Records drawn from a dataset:
----

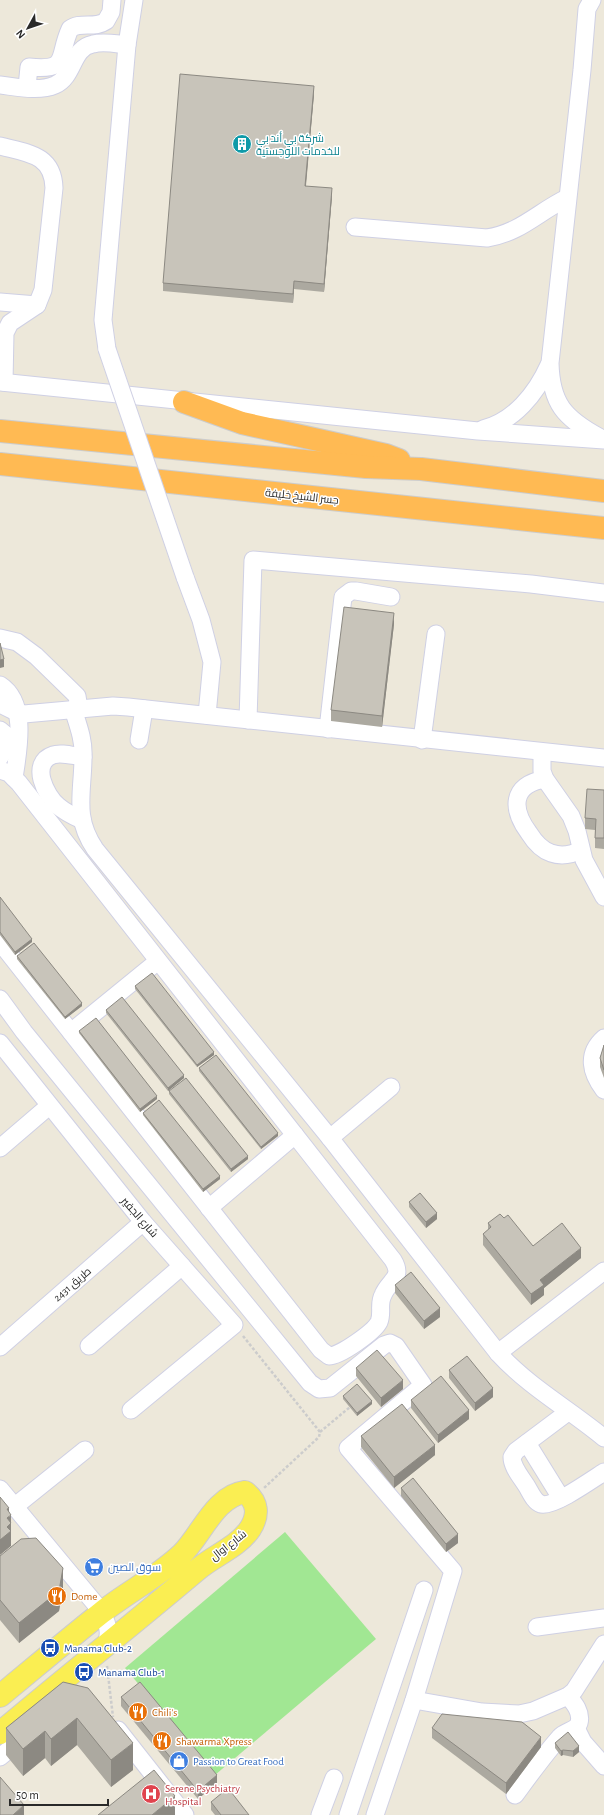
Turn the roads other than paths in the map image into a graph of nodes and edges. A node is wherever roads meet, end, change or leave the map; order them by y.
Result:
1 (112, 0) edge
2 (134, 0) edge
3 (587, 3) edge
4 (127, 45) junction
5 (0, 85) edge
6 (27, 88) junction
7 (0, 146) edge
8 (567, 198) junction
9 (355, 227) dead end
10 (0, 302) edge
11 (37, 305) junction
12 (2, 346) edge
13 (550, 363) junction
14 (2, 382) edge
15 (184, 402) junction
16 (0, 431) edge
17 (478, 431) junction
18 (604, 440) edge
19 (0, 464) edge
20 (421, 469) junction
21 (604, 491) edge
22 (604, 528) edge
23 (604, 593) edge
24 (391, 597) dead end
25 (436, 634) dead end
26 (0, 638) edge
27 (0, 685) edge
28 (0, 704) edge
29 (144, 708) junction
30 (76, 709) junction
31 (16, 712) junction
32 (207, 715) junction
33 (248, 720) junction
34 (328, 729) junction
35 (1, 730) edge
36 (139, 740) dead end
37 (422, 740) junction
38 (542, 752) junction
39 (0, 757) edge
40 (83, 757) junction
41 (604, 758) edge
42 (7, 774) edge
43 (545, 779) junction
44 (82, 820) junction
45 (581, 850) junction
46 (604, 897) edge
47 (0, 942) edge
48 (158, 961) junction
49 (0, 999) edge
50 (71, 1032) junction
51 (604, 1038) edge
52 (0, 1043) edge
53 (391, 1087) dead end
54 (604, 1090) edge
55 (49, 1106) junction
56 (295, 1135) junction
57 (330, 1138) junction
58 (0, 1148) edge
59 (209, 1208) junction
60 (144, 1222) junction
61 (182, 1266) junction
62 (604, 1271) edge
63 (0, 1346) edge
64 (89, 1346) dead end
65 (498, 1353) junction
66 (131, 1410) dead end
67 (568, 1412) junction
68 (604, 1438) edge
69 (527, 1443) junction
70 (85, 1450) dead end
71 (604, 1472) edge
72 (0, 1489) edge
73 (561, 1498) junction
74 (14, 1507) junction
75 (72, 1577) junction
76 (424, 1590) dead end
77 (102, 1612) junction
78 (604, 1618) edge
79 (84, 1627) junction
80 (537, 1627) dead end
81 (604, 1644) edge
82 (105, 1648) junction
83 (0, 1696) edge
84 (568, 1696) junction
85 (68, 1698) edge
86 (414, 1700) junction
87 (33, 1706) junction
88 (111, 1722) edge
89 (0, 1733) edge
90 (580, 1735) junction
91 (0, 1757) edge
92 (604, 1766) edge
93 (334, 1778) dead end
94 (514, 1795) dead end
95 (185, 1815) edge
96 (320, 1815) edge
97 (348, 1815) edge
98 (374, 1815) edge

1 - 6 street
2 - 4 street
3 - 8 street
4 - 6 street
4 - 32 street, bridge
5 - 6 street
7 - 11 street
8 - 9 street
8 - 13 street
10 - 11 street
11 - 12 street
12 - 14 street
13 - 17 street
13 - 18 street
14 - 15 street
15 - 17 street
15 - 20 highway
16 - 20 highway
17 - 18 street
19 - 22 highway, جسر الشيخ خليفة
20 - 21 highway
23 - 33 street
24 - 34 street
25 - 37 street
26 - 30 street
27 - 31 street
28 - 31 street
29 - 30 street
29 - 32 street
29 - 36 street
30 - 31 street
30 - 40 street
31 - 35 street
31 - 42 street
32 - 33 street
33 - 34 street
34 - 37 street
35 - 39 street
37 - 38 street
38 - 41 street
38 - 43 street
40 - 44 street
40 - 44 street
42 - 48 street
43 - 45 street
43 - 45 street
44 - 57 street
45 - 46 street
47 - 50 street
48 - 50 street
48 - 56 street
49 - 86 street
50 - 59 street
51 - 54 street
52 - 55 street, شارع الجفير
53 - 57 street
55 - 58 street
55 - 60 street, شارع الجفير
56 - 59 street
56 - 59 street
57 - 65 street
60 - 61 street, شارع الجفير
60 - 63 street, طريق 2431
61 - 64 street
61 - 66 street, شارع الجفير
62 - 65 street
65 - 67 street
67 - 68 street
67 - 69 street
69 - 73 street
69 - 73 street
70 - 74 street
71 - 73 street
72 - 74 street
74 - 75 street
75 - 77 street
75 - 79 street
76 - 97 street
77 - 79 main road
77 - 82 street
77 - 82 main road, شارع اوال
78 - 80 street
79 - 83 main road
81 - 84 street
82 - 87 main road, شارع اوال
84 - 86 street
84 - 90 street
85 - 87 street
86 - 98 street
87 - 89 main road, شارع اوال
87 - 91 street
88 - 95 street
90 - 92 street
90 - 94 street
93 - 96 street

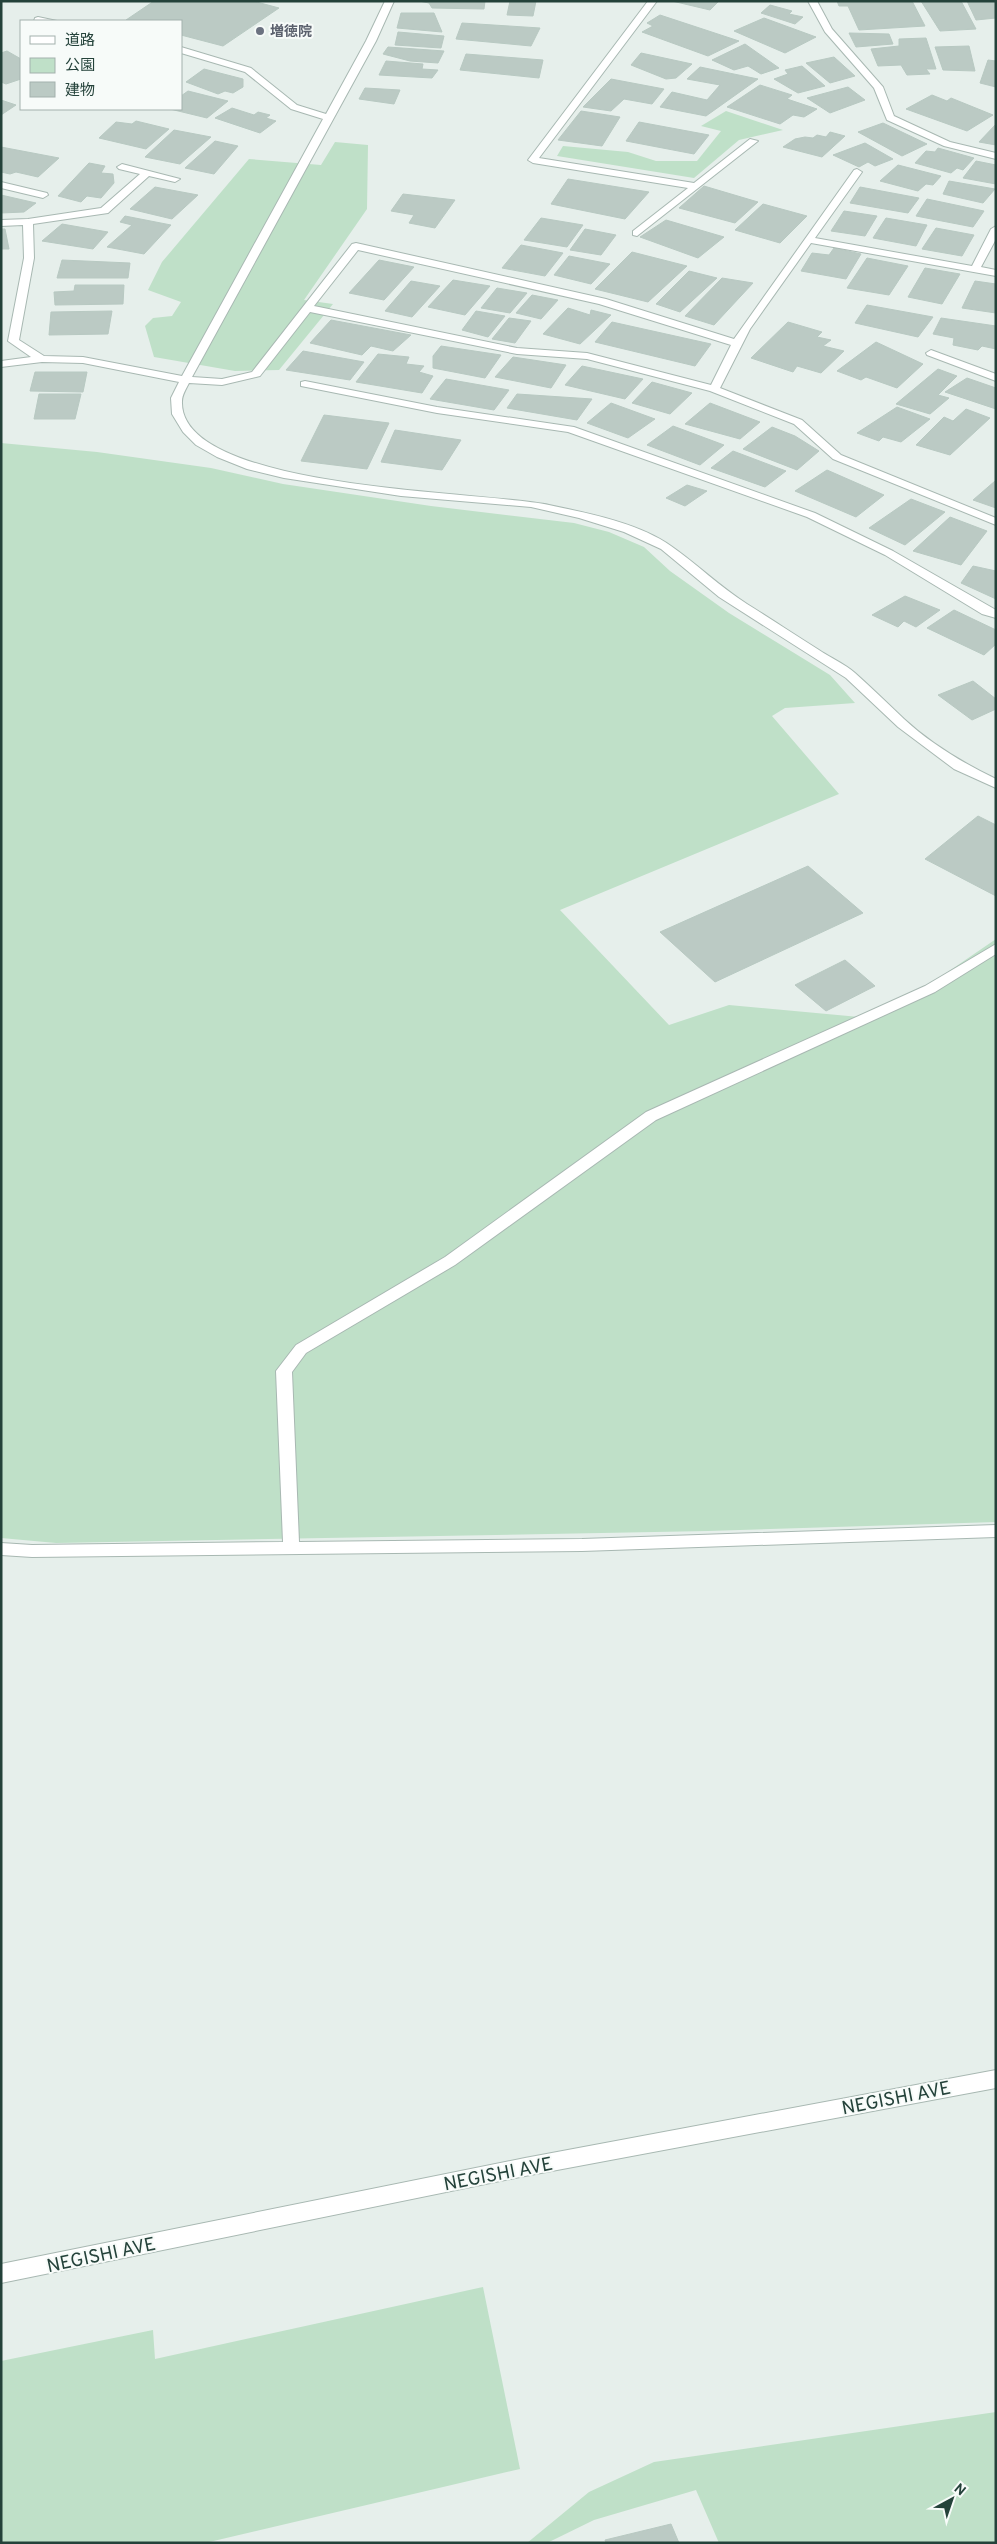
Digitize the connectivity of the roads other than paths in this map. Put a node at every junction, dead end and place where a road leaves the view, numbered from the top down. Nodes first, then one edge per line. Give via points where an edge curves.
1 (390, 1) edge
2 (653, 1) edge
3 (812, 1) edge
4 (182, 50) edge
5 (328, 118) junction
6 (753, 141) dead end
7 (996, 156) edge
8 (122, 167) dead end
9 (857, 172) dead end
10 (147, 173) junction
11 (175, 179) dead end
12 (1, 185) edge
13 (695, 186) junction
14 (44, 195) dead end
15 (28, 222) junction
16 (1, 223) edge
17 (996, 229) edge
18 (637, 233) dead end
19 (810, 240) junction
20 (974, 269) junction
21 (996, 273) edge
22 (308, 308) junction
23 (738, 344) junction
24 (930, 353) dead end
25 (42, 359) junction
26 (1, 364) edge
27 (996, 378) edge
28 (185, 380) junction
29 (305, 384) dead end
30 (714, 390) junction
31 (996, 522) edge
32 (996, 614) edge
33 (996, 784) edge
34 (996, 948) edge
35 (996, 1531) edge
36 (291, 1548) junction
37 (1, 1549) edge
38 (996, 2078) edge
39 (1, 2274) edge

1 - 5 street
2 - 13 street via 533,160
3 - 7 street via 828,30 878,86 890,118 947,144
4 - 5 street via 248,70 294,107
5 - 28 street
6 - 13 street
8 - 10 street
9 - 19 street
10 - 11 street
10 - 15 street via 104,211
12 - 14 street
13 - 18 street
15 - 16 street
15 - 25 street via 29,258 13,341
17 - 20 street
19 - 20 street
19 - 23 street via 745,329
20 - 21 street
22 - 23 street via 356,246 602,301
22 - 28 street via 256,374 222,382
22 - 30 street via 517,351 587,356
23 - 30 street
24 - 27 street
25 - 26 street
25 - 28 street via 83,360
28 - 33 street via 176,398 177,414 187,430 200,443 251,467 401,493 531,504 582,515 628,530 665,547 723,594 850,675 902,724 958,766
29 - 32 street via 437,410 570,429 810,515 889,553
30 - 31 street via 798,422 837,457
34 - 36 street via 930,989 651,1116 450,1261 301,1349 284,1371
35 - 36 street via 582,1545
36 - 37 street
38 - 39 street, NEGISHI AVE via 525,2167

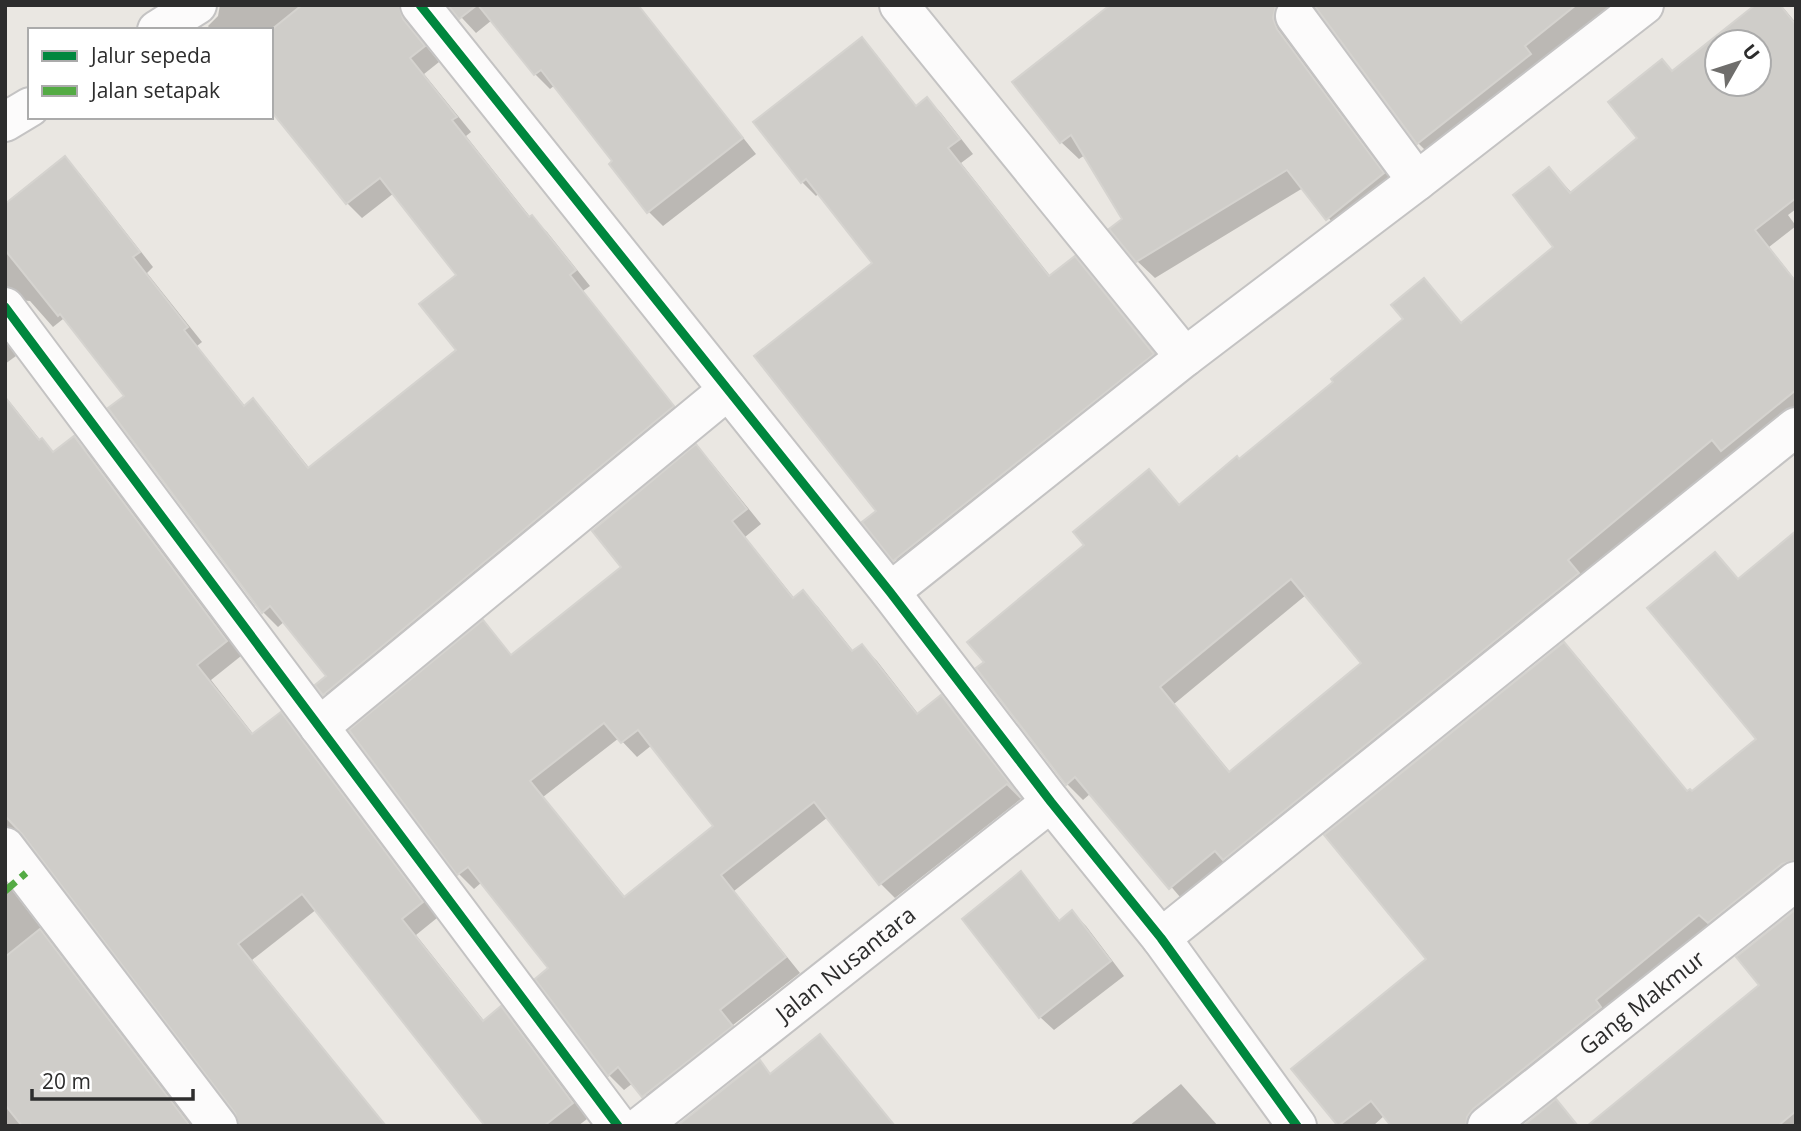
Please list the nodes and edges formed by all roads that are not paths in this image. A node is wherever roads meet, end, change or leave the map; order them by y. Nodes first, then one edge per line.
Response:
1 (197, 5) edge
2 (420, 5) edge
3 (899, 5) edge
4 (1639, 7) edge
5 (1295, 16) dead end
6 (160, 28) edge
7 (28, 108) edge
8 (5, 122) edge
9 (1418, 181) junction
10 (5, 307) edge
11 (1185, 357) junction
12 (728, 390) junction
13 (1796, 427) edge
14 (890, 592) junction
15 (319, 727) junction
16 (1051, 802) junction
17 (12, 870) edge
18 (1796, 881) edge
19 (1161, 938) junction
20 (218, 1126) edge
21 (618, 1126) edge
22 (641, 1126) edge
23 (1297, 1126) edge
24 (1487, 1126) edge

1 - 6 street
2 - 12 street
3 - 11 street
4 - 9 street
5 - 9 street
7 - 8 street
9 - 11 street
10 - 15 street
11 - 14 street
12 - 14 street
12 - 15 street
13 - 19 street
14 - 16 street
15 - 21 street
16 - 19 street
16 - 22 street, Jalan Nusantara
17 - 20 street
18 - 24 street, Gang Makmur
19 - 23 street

----

= Task brief =
Copy exactly the line that contains "Please list the" and every line after it, up to and including the last line of the records.

= Your response =
Please list the nodes and edges formed by all roads that are not paths in this image. A node is wherever roads meet, end, change or leave the map; order them by y. Nodes first, then one edge per line.
Response:
1 (197, 5) edge
2 (420, 5) edge
3 (899, 5) edge
4 (1639, 7) edge
5 (1295, 16) dead end
6 (160, 28) edge
7 (28, 108) edge
8 (5, 122) edge
9 (1418, 181) junction
10 (5, 307) edge
11 (1185, 357) junction
12 (728, 390) junction
13 (1796, 427) edge
14 (890, 592) junction
15 (319, 727) junction
16 (1051, 802) junction
17 (12, 870) edge
18 (1796, 881) edge
19 (1161, 938) junction
20 (218, 1126) edge
21 (618, 1126) edge
22 (641, 1126) edge
23 (1297, 1126) edge
24 (1487, 1126) edge

1 - 6 street
2 - 12 street
3 - 11 street
4 - 9 street
5 - 9 street
7 - 8 street
9 - 11 street
10 - 15 street
11 - 14 street
12 - 14 street
12 - 15 street
13 - 19 street
14 - 16 street
15 - 21 street
16 - 19 street
16 - 22 street, Jalan Nusantara
17 - 20 street
18 - 24 street, Gang Makmur
19 - 23 street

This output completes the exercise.